Apropos Jury: die erste öffentliche Jurysitzung fand Anfang April statt. Und es war wahrlich nicht leicht, aus so vielen guten Projekten in einer nahezu zwölfstündigen Marathonsitzung letztendlich 15 Projekte auzuwählen.
Alle ausgewählten Projekte sind auf der homepage der baettlegroup for art www.baettle.net unter der Rubrik Aktuell nachzulesen. ( Übrigens ein guter Grund die baettlehomepage wieder einmal zu besuchen.)
Besonders erfreulich für die p.m.k ist nicht nur, dass sich unter den Siegerprojekten auch einige spannende Projekte von p.m.k Mitgliedern befinden, sondern dass das Kooperationsprojekt immediate steps / sofortmassnahmen zur Entwicklung eines Kunst- und Kulturmediums für Innsbruck zur Realisierung ausgewählt wurde, das die p.m.k gemeinsam mit Radio Freirad, Klangspuren, Galerie St.
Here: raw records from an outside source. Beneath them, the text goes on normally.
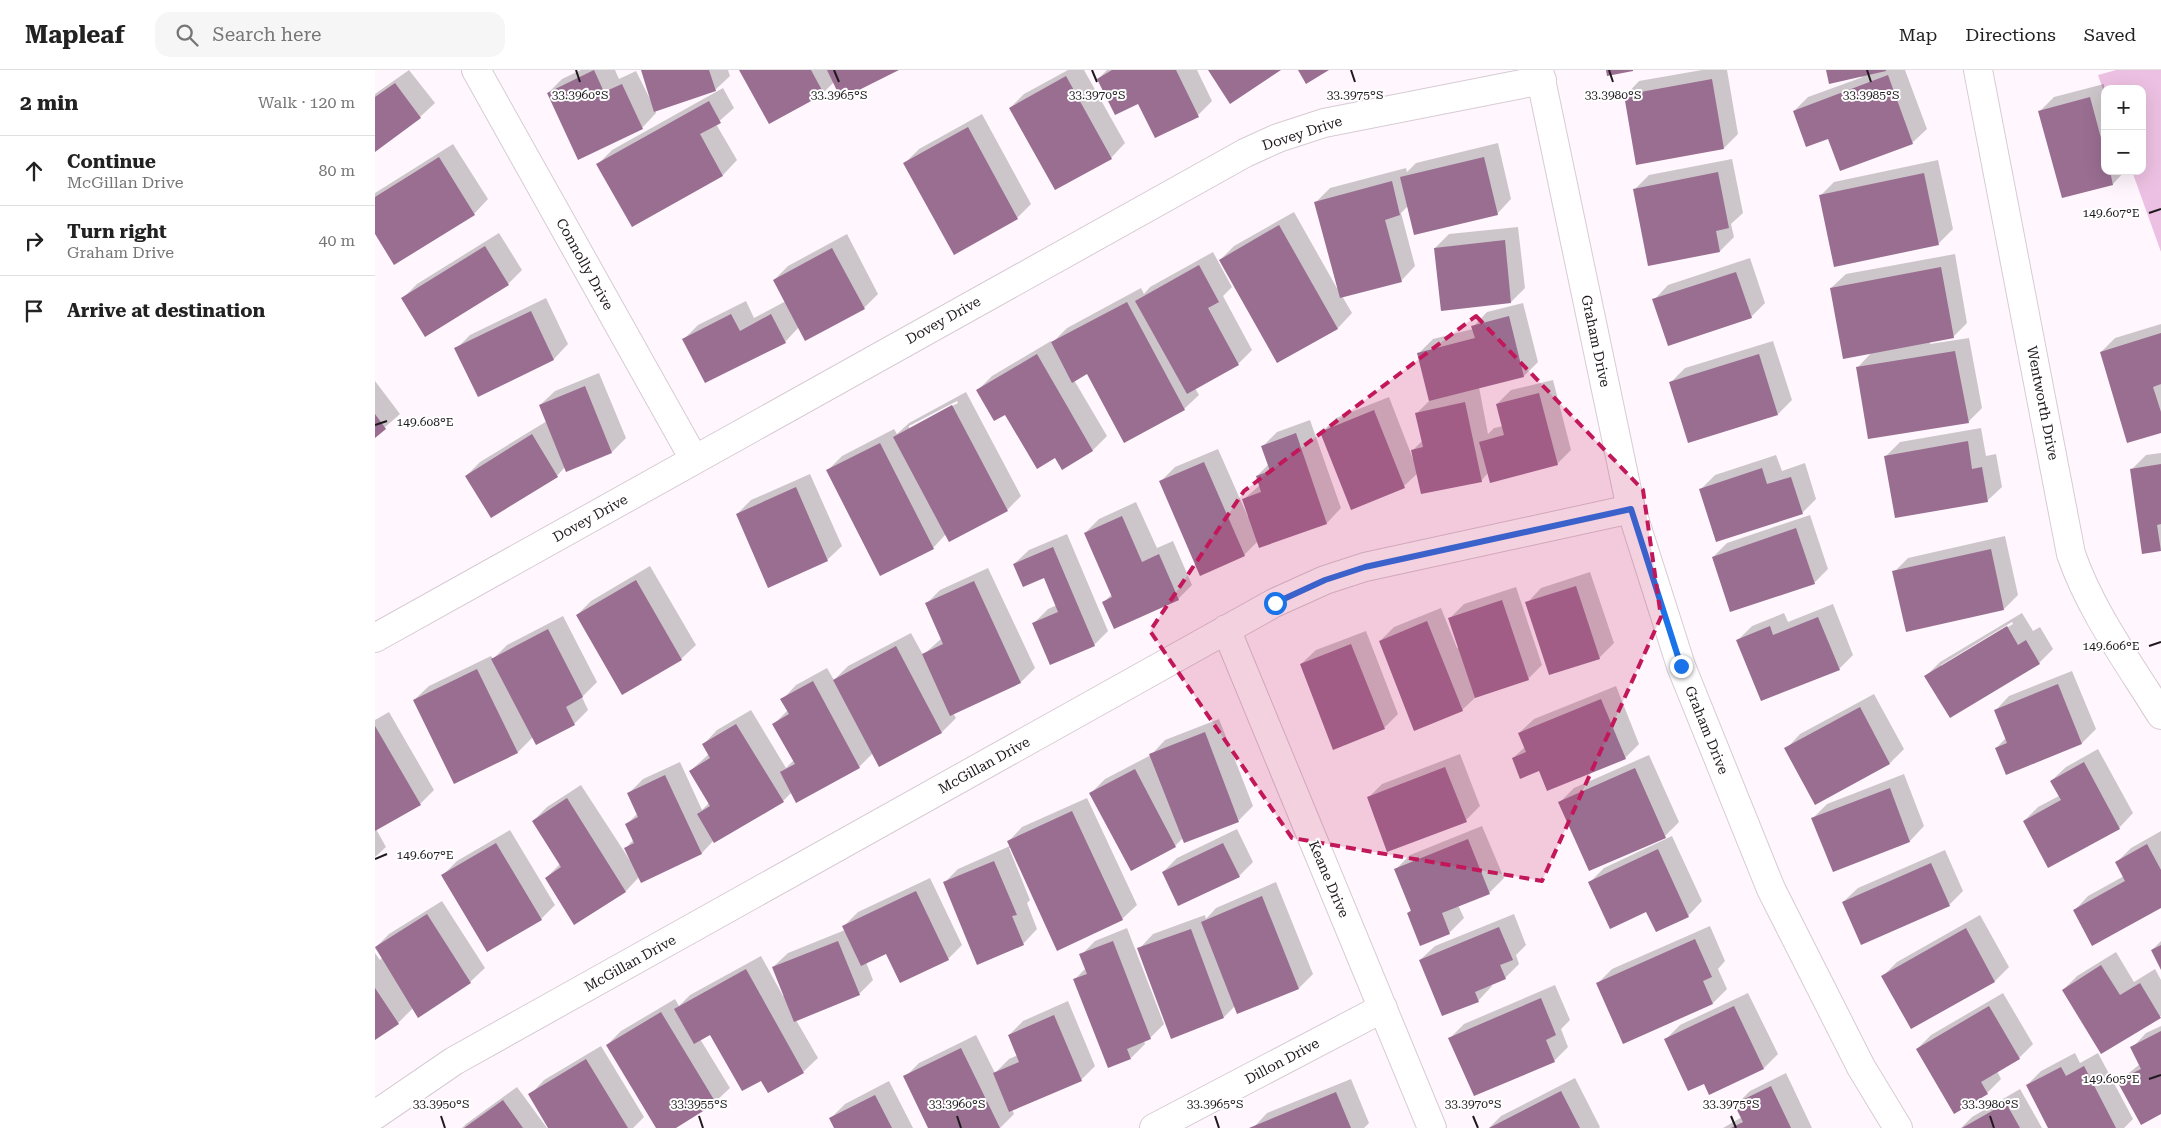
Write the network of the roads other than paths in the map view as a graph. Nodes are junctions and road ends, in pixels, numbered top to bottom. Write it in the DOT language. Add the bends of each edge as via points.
graph roads {
  1 [pos="476,70"];
  2 [pos="1978,70"];
  3 [pos="1541,75"];
  4 [pos="694,459"];
  5 [pos="1631,509"];
  6 [pos="1226,630"];
  7 [pos="375,638"];
  8 [pos="2161,715"];
  9 [pos="1383,1008"];
  10 [pos="375,1115"];
  11 [pos="1154,1128"];
  12 [pos="1431,1128"];
  13 [pos="1898,1128"];
  1 -- 4 [label="street, Connolly Drive"];
  2 -- 8 [label="street, Wentworth Drive" via="2071,554 2092,604"];
  3 -- 4 [label="street, Dovey Drive" via="1324,123 1278,138 1245,153"];
  3 -- 5 [label="street, Graham Drive"];
  4 -- 7 [label="street, Dovey Drive"];
  5 -- 6 [label="street, McGillan Drive" via="1365,567 1325,580"];
  5 -- 13 [label="street, Graham Drive" via="1681,666 1771,889 1861,1067"];
  6 -- 9 [label="street, Keane Drive"];
  6 -- 10 [label="street, McGillan Drive" via="455,1061"];
  9 -- 11 [label="street, Dillon Drive"];
  9 -- 12 [label="street, Keane Drive"];
}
Barbara, NLK und der TKI initiiert hat.
Die Arbeitsgemeinschaft aus sechs Kultureinrichtungen plant, ausgehend von der für zeitgenössische Kunst- und Kulturarbeit prekären Mediensituation in Innsbruck die Entwicklung und Umsetzung eines für Innsbruck zugeschnittenen Kulturmediums. Inhaltlich fokkussiert das Medium auf die Bedürfnisse der freien Kunst- und Kulturszenen im Bereich der Zeitkultur.
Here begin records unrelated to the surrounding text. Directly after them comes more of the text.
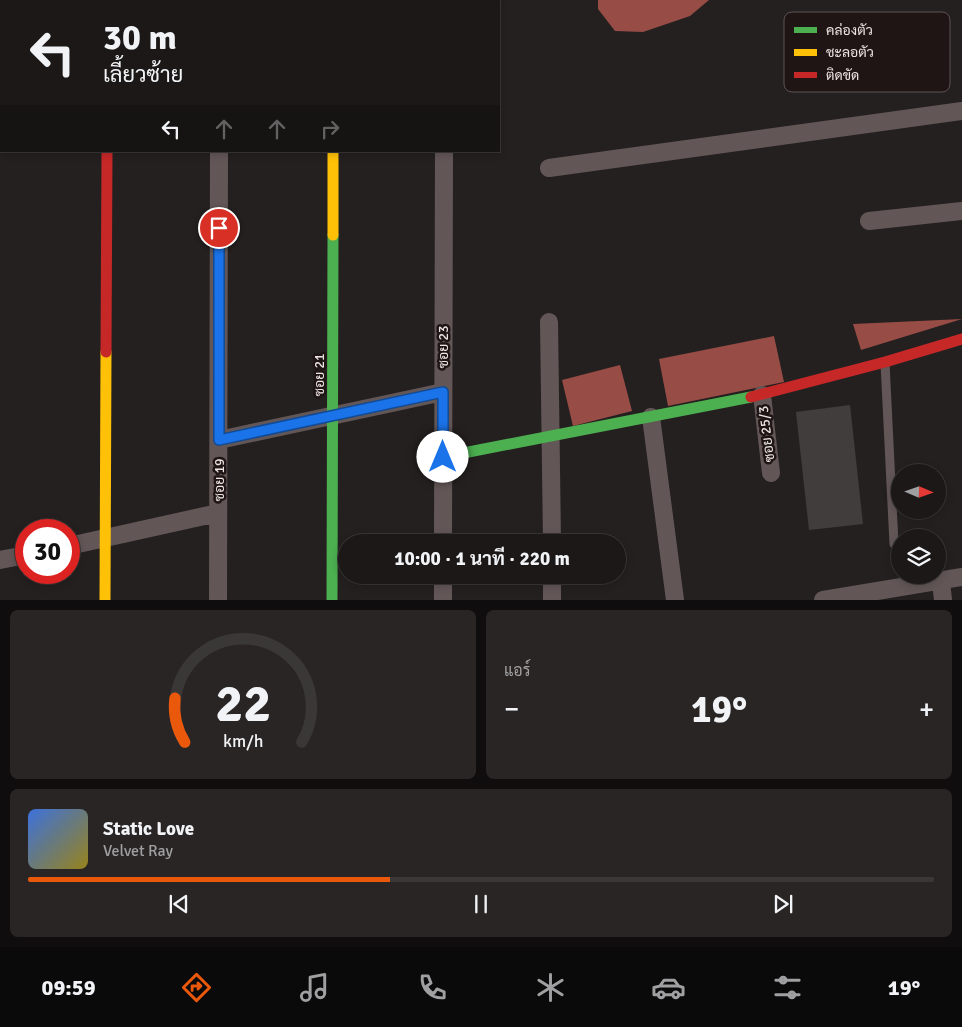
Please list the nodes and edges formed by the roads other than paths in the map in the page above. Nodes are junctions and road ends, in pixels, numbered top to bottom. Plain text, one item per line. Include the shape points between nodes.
1 (962, 111) edge
2 (107, 152) edge
3 (219, 152) edge
4 (333, 152) edge
5 (444, 152) edge
6 (549, 168) dead end
7 (962, 211) edge
8 (869, 221) dead end
9 (549, 322) dead end
10 (962, 339) edge
11 (885, 362) junction
12 (443, 392) junction
13 (762, 395) junction
14 (334, 414) junction
15 (651, 417) junction
16 (550, 436) junction
17 (219, 440) junction
18 (443, 457) junction
19 (771, 473) dead end
20 (218, 513) junction
21 (893, 529) edge
22 (443, 534) edge
23 (552, 534) edge
24 (106, 538) junction
25 (80, 544) edge
26 (15, 557) edge
27 (0, 560) edge
28 (962, 577) edge
29 (946, 580) edge
30 (443, 584) edge
31 (552, 584) edge
32 (922, 584) edge
33 (941, 584) edge
34 (106, 600) edge
35 (218, 600) edge
36 (332, 600) edge
37 (443, 600) edge
38 (552, 600) edge
39 (675, 600) edge
40 (823, 600) edge
41 (943, 600) edge

1 - 6 street
2 - 24 street
3 - 17 street, ซอย 19
4 - 14 street, ซอย 21
5 - 12 street, ซอย 23
7 - 8 street
9 - 16 street
10 - 11 street
11 - 13 street
11 - 21 lane
12 - 14 street
12 - 18 street, ซอย 23
13 - 15 street
13 - 19 street, ซอย 25/3
14 - 17 street
14 - 36 street, ซอย 21
15 - 16 street
15 - 39 street
16 - 18 street
16 - 23 street
17 - 20 street, ซอย 19
18 - 22 street, ซอย 23
20 - 24 street
20 - 35 street, ซอย 19
24 - 25 street
24 - 34 street
26 - 27 street
28 - 29 street
30 - 37 street
31 - 38 street
32 - 40 street
33 - 41 street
Es ist leider eine Tatsache, dass es sämtliche gängigen regionalen Tiroler und Innsbrucker Medien, (und das reicht von Tages-, Wochen- und Monatszeitungen bis hin zu öffentlich rechtlichem Radio und Fernsehen, mit Ausnahme freier Initiativen wie Radio Freirad oder Zapp TV) schlichtweg negieren, einen offenen, intellektuell anspruchsvollen, auf der Höhe der Zeit stattfindenden, kritischen Gesellschafts-, Kunst- und Kulturdiskurs zu führen. Es ist hier nicht der Ort zu diskutieren, inwieweit dies zu den Aufgaben regionaler Massenmedien gehören könnte oder wie der Bildungsauftrag öffentlich rechtlicher Medien auszulegen ist.
Begreift man Kunst und Kultur als unverzichtbare gesellschaftliche Ressourcen und als gesellschafts- bzw. demokratiepolitische Notwendigkeiten so wird schnell klar, was auf dem Spiel steht. Kunst und Kultur forschen auf der Höhe der Zeit und spüren seismografisch (und das außerhalb des Kosten-Nutzenkreislaufes täglichen Gebrauchs- und Konsumverhaltens) Zusammenhängen, Frage- und Problemstellungen, Zuständen und Brüchen nach, um diese aufzuzeigen, zu benennen und zu bearbeiten. Damit liefern Kunst und Kultur jene Grundlagen, auf deren Basis breitere gesellschaftliche Fragen aktualisiert und verhandelt werden können.
Dass in Innsbruck ein eigenes Kulturmedium fehlt, ein solches aber dringend notwendig wäre, darüber gibt es des Längeren schon breiten Konsens. Erst jüngst hat „baettle research“in einer umfassenden Studie über die Bedingungen freier Kulturarbeit in Innsbruck diesem alten Anliegen beeindruckend Nachdruck verliehen. In nahezu jedem der 70 von Kulturinitiativen zurückgesendeten Fragebögen wurde in dem Antwortfeld - Wünsche, Visionen und Ziele für Innsbrucks kulturelle Zukunft - die Notwendigkeit eines eigenen Kulturmediums für Innsbruck angesprochen. Noch deutlicher war das Ergebnis bei den qualitativen Interviews mit KünstlerInnen und Kulturschaffenden: hier hat sich die langfristige Etablierung eines eigenen Kulturmediums für Innsbruck als zentrale Forderung herauskristallisiert und zwar ausnahmslos bei allen Befragten.
Folgt man der These, dass Kunst und Kultur gesellschaftliche Ressourcen sind, die jene Grundlagen liefern, auf deren Basis breitere gesellschaftliche Fragen aktualisiert und verhandelt werden können, so könnte man guten Gewissens behaupten: Was wir über die Gesellschaft wissen müssen, ja über die Welt in der wir leben, das wissen wir nicht zuletzt durch Kunst und Kultur. Die gängigen regionalen Massenmedien in Innsbruck gewährleisten dafür weder den erforderlichen Wissenstransfer noch den dazu nötigen breiten öffentlichen Diskurs.
Fazit: Innsbruck braucht ein eigenes Kulturmedium. Ein solches zu entwickeln, hat sich das Projekt immediate steps zur Aufgabe gesetzt. Dank der Förderung durch stadt_potentiale 08 haben wir an der Umsetzung bereits intensiv zu arbeiten begonnen.